What This Means for Your Organization

The draft EO would likely create an additional layer of uncertainty that goes beyond the "patchwork" it claims to eliminate:

State requirements remain enforceable. Even if DOJ files suit, existing state laws on AI (including those in California and Colorado) would remain legally binding until courts issue injunctions or final judgments. This process can take years. Your compliance obligations don't evaporate because the federal government disagrees with state policy.

No federal framework replaces challenged state requirements. The order undermines state transparency and bias-mitigation rules without establishing federal alternatives. Section 8 of the draft EO directs the development of federal legislation, but that requires congressional action that may never materialize.

Vendor contracts reference unstable legal requirements. Many AI vendor agreements include provisions addressing California transparency or Colorado discrimination prohibitions.
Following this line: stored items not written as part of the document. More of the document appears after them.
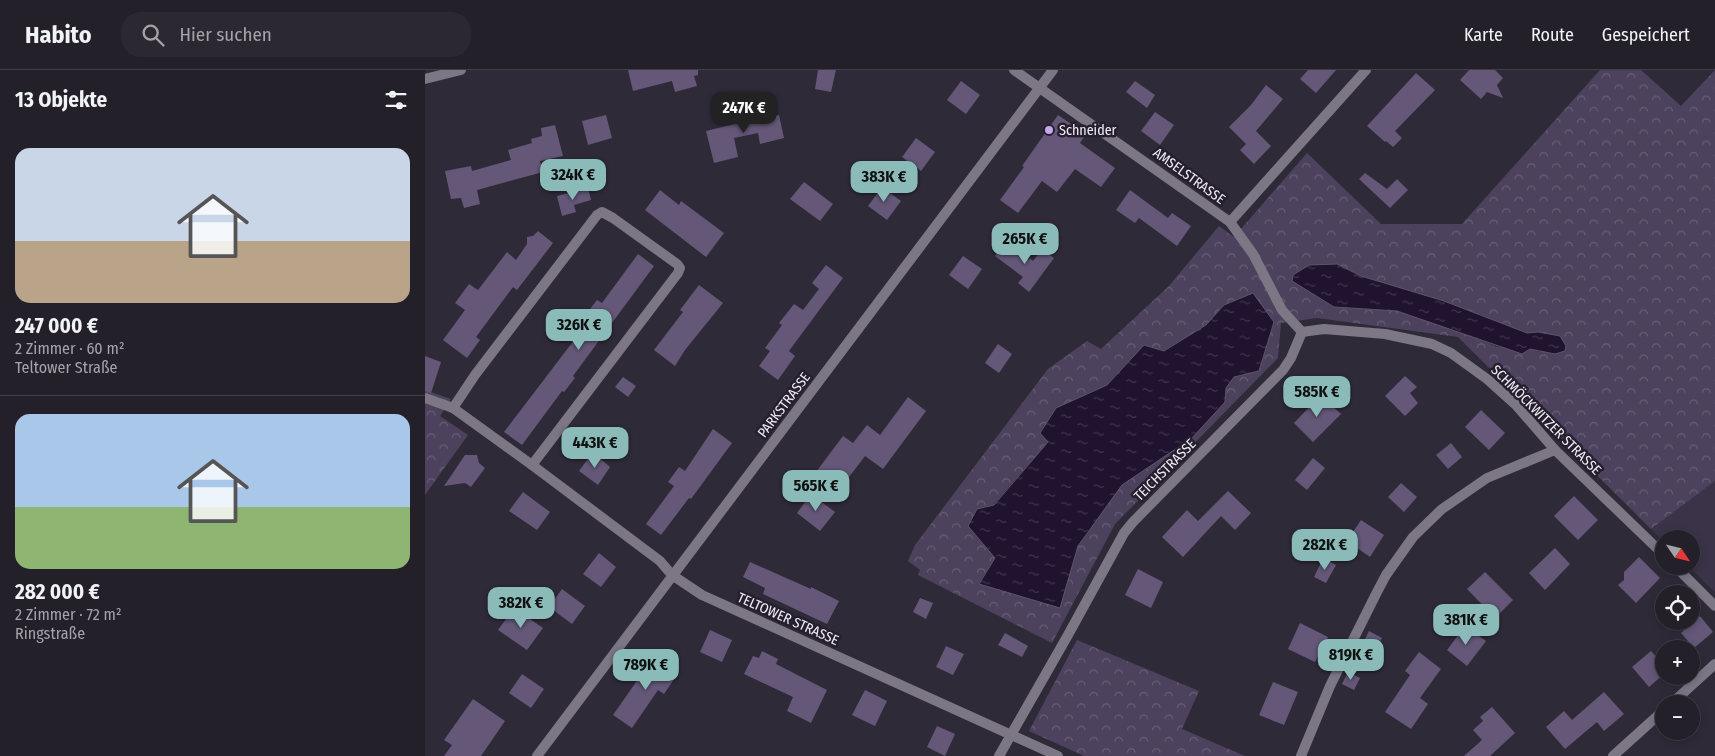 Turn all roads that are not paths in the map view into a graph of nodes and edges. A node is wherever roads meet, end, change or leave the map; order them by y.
1 (461, 70) edge
2 (1014, 70) edge
3 (1053, 70) edge
4 (1366, 70) edge
5 (425, 79) edge
6 (1039, 88) junction
7 (1230, 222) junction
8 (1302, 332) junction
9 (425, 398) edge
10 (453, 408) junction
11 (1555, 450) junction
12 (532, 465) junction
13 (1655, 545) edge
14 (672, 575) junction
15 (1684, 575) edge
16 (1715, 606) edge
17 (1715, 664) edge
18 (1681, 695) edge
19 (1655, 718) edge
20 (1010, 734) junction
21 (537, 756) edge
22 (999, 756) edge
23 (1058, 756) edge
24 (1301, 756) edge
25 (1613, 756) edge

1 - 5 street
2 - 6 street, AMSELSTRASSE
3 - 6 street, PARKSTRASSE
4 - 7 street, AMSELSTRASSE
6 - 7 street, AMSELSTRASSE
6 - 14 street, PARKSTRASSE
7 - 8 street
8 - 11 street, SCHMÖCKWITZER STRASSE
8 - 20 street, TEICHSTRASSE
9 - 10 street, TELTOWER STRASSE
10 - 12 street, TELTOWER STRASSE
10 - 12 street
11 - 13 street, SCHMÖCKWITZER STRASSE
11 - 24 street
12 - 14 street, TELTOWER STRASSE
14 - 20 street, TELTOWER STRASSE
14 - 21 street, PARKSTRASSE
15 - 16 street
17 - 18 street
19 - 25 street
20 - 22 street, TEICHSTRASSE
20 - 23 street, TELTOWER STRASSE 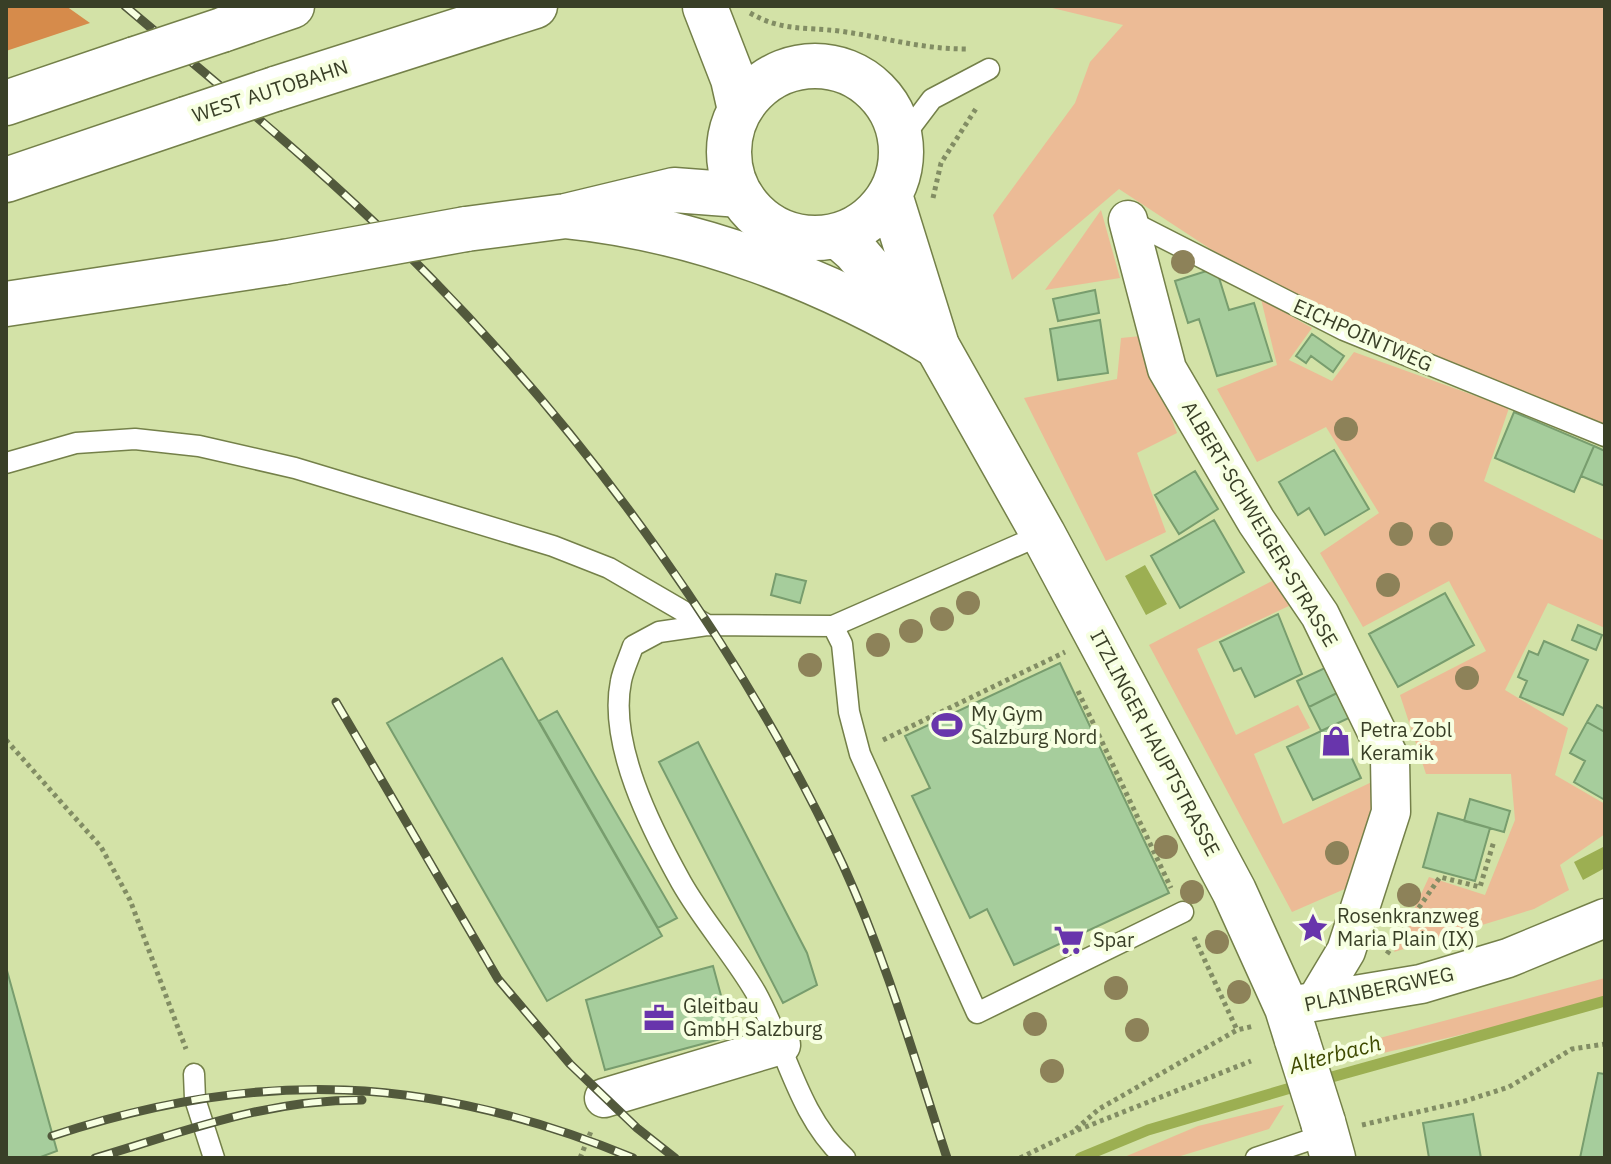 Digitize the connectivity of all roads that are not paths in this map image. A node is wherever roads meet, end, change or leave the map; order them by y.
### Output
1 (292, 6) edge
2 (535, 6) edge
3 (716, 6) edge
4 (989, 69) road end
5 (782, 72) junction
6 (6, 103) edge
7 (740, 110) junction
8 (901, 140) junction
9 (6, 180) edge
10 (740, 195) junction
11 (890, 195) junction
12 (566, 216) junction
13 (1128, 220) joint
14 (838, 236) junction
15 (6, 304) edge
16 (937, 346) junction
17 (1605, 436) edge
18 (6, 463) edge
19 (1043, 534) junction
20 (707, 625) junction
21 (833, 626) junction
22 (1183, 912) road end
23 (1605, 918) edge
24 (1300, 1016) junction
25 (781, 1045) junction
26 (194, 1074) road end
27 (604, 1098) dead end
28 (1335, 1135) edge
29 (214, 1158) edge
30 (845, 1158) edge
31 (1256, 1158) edge

1 - 6 main road, bridge
2 - 9 main road, WEST AUTOBAHN, bridge
3 - 5 main road
3 - 7 main road
4 - 8 lane
5 - 7 main road
5 - 8 main road
7 - 10 main road
8 - 11 main road
10 - 12 main road
10 - 14 main road
11 - 14 main road
11 - 16 main road
12 - 15 main road, bridge
12 - 16 main road
13 - 17 lane, EICHPOINTWEG
13 - 24 street, ALBERT-SCHWEIGER-STRASSE
14 - 16 main road
16 - 19 main road, ITZLINGER HAUPTSTRASSE
18 - 20 lane
19 - 21 lane
19 - 24 main road, ITZLINGER HAUPTSTRASSE
20 - 21 lane
20 - 25 lane
21 - 22 lane
23 - 24 street, PLAINBERGWEG
24 - 28 main road, ITZLINGER HAUPTSTRASSE, bridge
25 - 27 street
25 - 30 lane
26 - 29 lane
28 - 31 lane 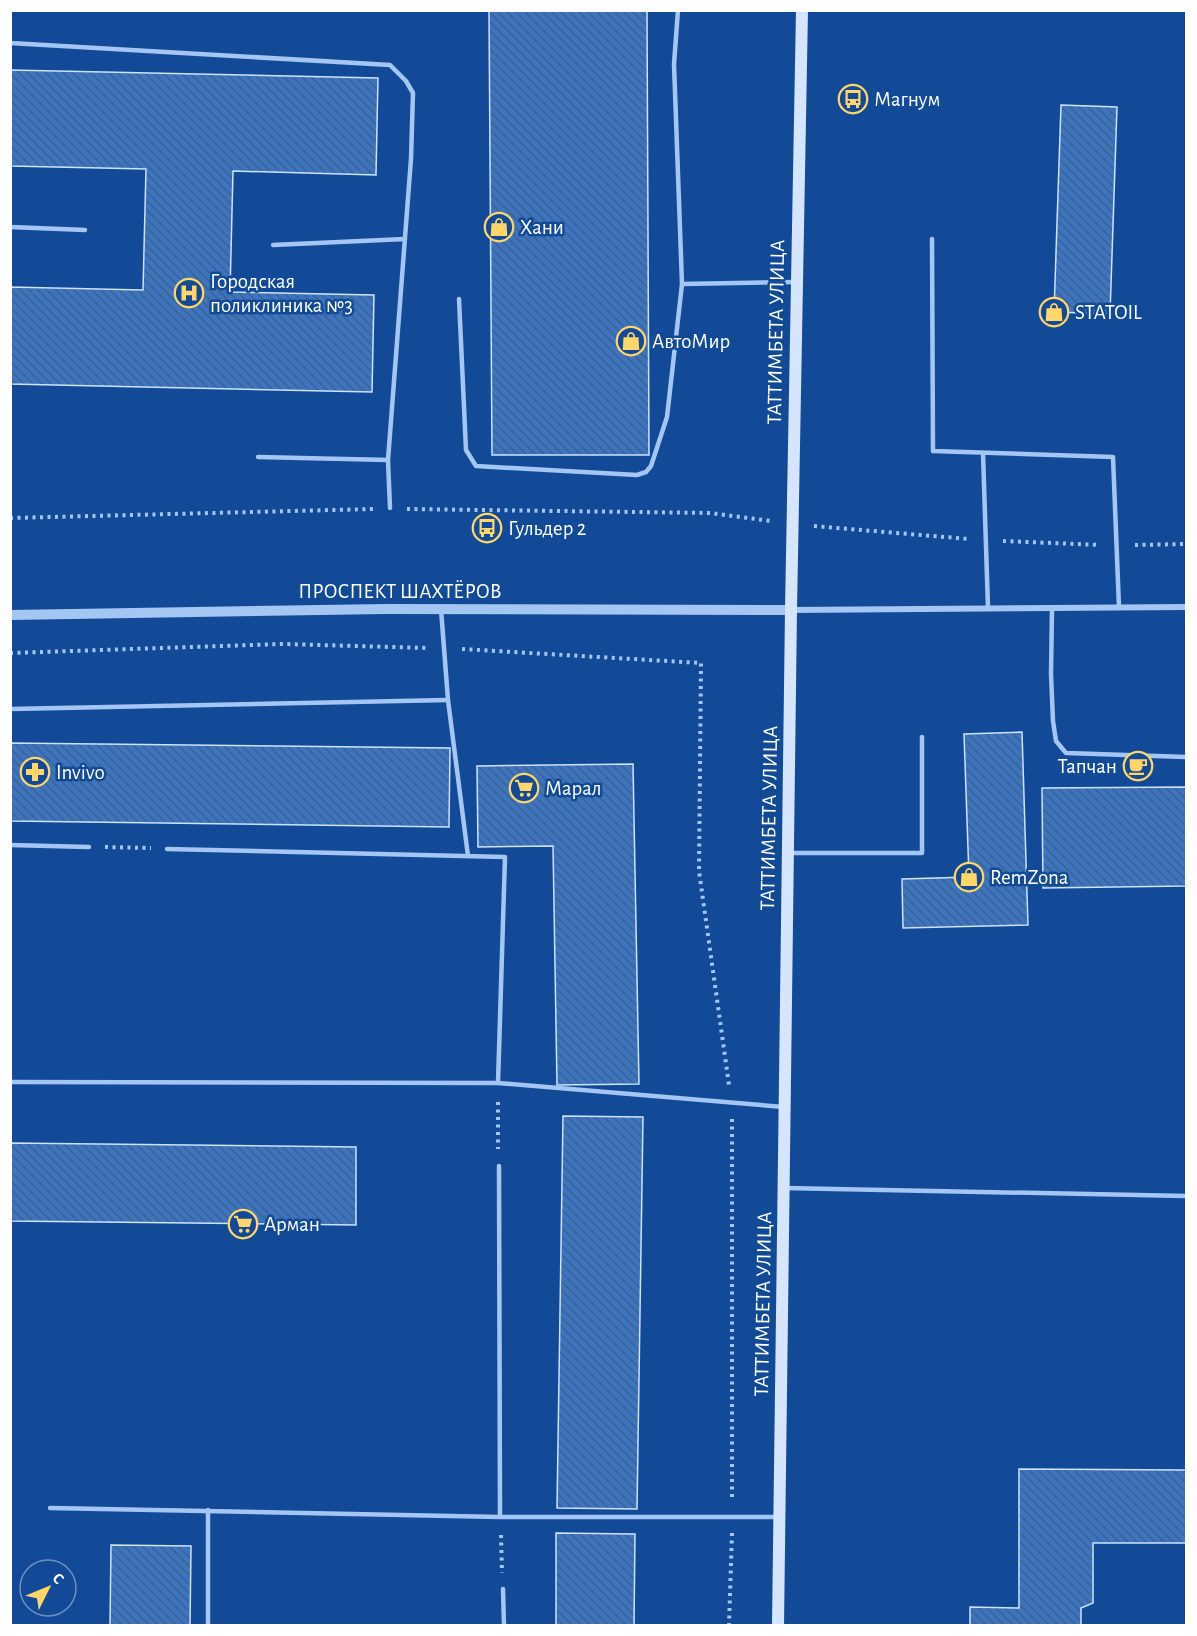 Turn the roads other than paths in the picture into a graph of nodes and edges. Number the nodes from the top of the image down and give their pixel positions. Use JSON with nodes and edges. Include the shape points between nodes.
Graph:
{"nodes":[{"id":1,"x":678,"y":10,"type":"edge"},
{"id":2,"x":802,"y":10,"type":"edge"},
{"id":3,"x":10,"y":43,"type":"edge"},
{"id":4,"x":10,"y":227,"type":"edge"},
{"id":5,"x":85,"y":230,"type":"dead end"},
{"id":6,"x":405,"y":239,"type":"junction"},
{"id":7,"x":932,"y":239,"type":"dead end"},
{"id":8,"x":273,"y":245,"type":"dead end"},
{"id":9,"x":797,"y":282,"type":"junction"},
{"id":10,"x":682,"y":284,"type":"junction"},
{"id":11,"x":459,"y":299,"type":"dead end"},
{"id":12,"x":983,"y":453,"type":"junction"},
{"id":13,"x":258,"y":457,"type":"dead end"},
{"id":14,"x":388,"y":460,"type":"junction"},
{"id":15,"x":390,"y":508,"type":"road end"},
{"id":16,"x":1119,"y":607,"type":"junction"},
{"id":17,"x":1186,"y":607,"type":"edge"},
{"id":18,"x":988,"y":608,"type":"junction"},
{"id":19,"x":1052,"y":608,"type":"junction"},
{"id":20,"x":441,"y":609,"type":"junction"},
{"id":21,"x":791,"y":610,"type":"junction"},
{"id":22,"x":10,"y":615,"type":"edge"},
{"id":23,"x":448,"y":700,"type":"junction"},
{"id":24,"x":10,"y":709,"type":"edge"},
{"id":25,"x":922,"y":737,"type":"dead end"},
{"id":26,"x":1186,"y":757,"type":"edge"},
{"id":27,"x":10,"y":845,"type":"edge"},
{"id":28,"x":89,"y":847,"type":"road end"},
{"id":29,"x":167,"y":849,"type":"road end"},
{"id":30,"x":788,"y":853,"type":"junction"},
{"id":31,"x":468,"y":856,"type":"junction"},
{"id":32,"x":10,"y":1082,"type":"edge"},
{"id":33,"x":498,"y":1083,"type":"junction"},
{"id":34,"x":785,"y":1107,"type":"junction"},
{"id":35,"x":499,"y":1166,"type":"road end"},
{"id":36,"x":784,"y":1188,"type":"junction"},
{"id":37,"x":1186,"y":1196,"type":"edge"},
{"id":38,"x":50,"y":1508,"type":"dead end"},
{"id":39,"x":208,"y":1510,"type":"junction"},
{"id":40,"x":500,"y":1517,"type":"junction"},
{"id":41,"x":778,"y":1517,"type":"junction"},
{"id":42,"x":503,"y":1589,"type":"road end"},
{"id":43,"x":208,"y":1626,"type":"edge"},
{"id":44,"x":504,"y":1626,"type":"edge"},
{"id":45,"x":778,"y":1626,"type":"edge"}],
"edges":[{"from":1,"to":10,"type":"lane","via":[[674,64]]},
{"from":2,"to":9,"type":"main road","name":"ТАТТИМБЕТА УЛИЦА"},
{"from":3,"to":6,"type":"lane","via":[[390,65],[413,93]]},
{"from":4,"to":5,"type":"lane"},
{"from":6,"to":8,"type":"lane"},
{"from":6,"to":14,"type":"lane"},
{"from":7,"to":12,"type":"lane","via":[[933,451]]},
{"from":9,"to":10,"type":"lane"},
{"from":9,"to":21,"type":"main road","name":"ТАТТИМБЕТА УЛИЦА"},
{"from":10,"to":11,"type":"lane","via":[[667,417],[651,466],[637,475],[476,466],[466,450]]},
{"from":12,"to":16,"type":"lane","via":[[1113,457]]},
{"from":12,"to":18,"type":"lane"},
{"from":13,"to":14,"type":"lane"},
{"from":14,"to":15,"type":"lane"},
{"from":16,"to":17,"type":"street"},
{"from":16,"to":19,"type":"street"},
{"from":18,"to":19,"type":"street"},
{"from":18,"to":21,"type":"street"},
{"from":19,"to":26,"type":"lane","via":[[1053,721],[1056,741],[1066,753]]},
{"from":20,"to":21,"type":"street","name":"ПРОСПЕКТ ШАХТЁРОВ"},
{"from":20,"to":22,"type":"street","name":"ПРОСПЕКТ ШАХТЁРОВ"},
{"from":20,"to":23,"type":"lane"},
{"from":21,"to":30,"type":"main road","name":"ТАТТИМБЕТА УЛИЦА"},
{"from":23,"to":24,"type":"lane"},
{"from":23,"to":31,"type":"lane"},
{"from":25,"to":30,"type":"lane","via":[[922,854]]},
{"from":27,"to":28,"type":"lane"},
{"from":29,"to":31,"type":"lane"},
{"from":30,"to":34,"type":"main road","name":"ТАТТИМБЕТА УЛИЦА"},
{"from":31,"to":33,"type":"lane","via":[[505,857]]},
{"from":32,"to":33,"type":"lane"},
{"from":33,"to":34,"type":"lane"},
{"from":34,"to":36,"type":"main road","name":"ТАТТИМБЕТА УЛИЦА"},
{"from":35,"to":40,"type":"lane"},
{"from":36,"to":37,"type":"lane"},
{"from":36,"to":41,"type":"main road","name":"ТАТТИМБЕТА УЛИЦА"},
{"from":38,"to":39,"type":"lane"},
{"from":39,"to":40,"type":"lane"},
{"from":39,"to":43,"type":"lane"},
{"from":40,"to":41,"type":"lane"},
{"from":41,"to":45,"type":"main road","name":"ТАТТИМБЕТА УЛИЦА"},
{"from":42,"to":44,"type":"lane"}]}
If courts invalidate these requirements, what happens to contractual compliance obligations referencing suddenly invalid statutes? Review your AI vendor contracts to understand whether compliance provisions survive even if underlying state laws are struck down.

Immediate Actions for In-House Counsel

Don't assume state requirements will disappear. Build compliance frameworks that meet current state obligations while maintaining adaptability. Half-measures that ignore applicable state (or local) AI requirements can create legal exposure.

Monitor the 90-day timeline. The Department of Commerce must publish its evaluation of problematic state laws within 90 days of signing. That evaluation would presumably clarify which specific provisions are subject to federal challenge. Your legal team needs visibility into this timeline.

Map your AI footprint against state regulatory landscapes. If your operations are material in state or local jurisdictions with existing AI laws, you are likely to be directly affected by the Department of Commerce's evaluation, and your compliance obligations become targets for federal challenge.

Prepare for prolonged uncertainty, not swift resolution. Commerce Clause and First Amendment challenges will likely produce years of litigation across multiple jurisdictions. This isn't a short-term compliance problem — it's a multi-year governance challenge requiring sustained attention.

The Broader Reality

The draft EO characterizes state legislators as "sophisticated proponents of a fear-based regulatory capture strategy" and frames AI governance primarily as a competitiveness question: "To win, American AI companies must be free to innovate without cumbersome regulation."

But organizations deploying AI systems must balance innovation velocity with stakeholder trust, regulatory compliance, reputational and market considerations, and protection against bias and discrimination claims, regardless of which regulatory philosophy prevails in Washington.

Even if signed, the EO would likely face immediate legal challenges from state attorneys general and civil liberties organizations. Congressional dynamics remain uncertain, with senators from both parties opposing similar provisions.

For organizations, the key insight, whether you support or oppose federal preemption, is that the near-term result is greater compliance uncertainty. Strategic AI governance requires frameworks robust enough to meet current state requirements while maintaining the flexibility to adjust as this regulatory battle unfolds.

The content of this article is intended to provide a general guide to the subject matter. Specialist advice should be sought about your specific circumstances.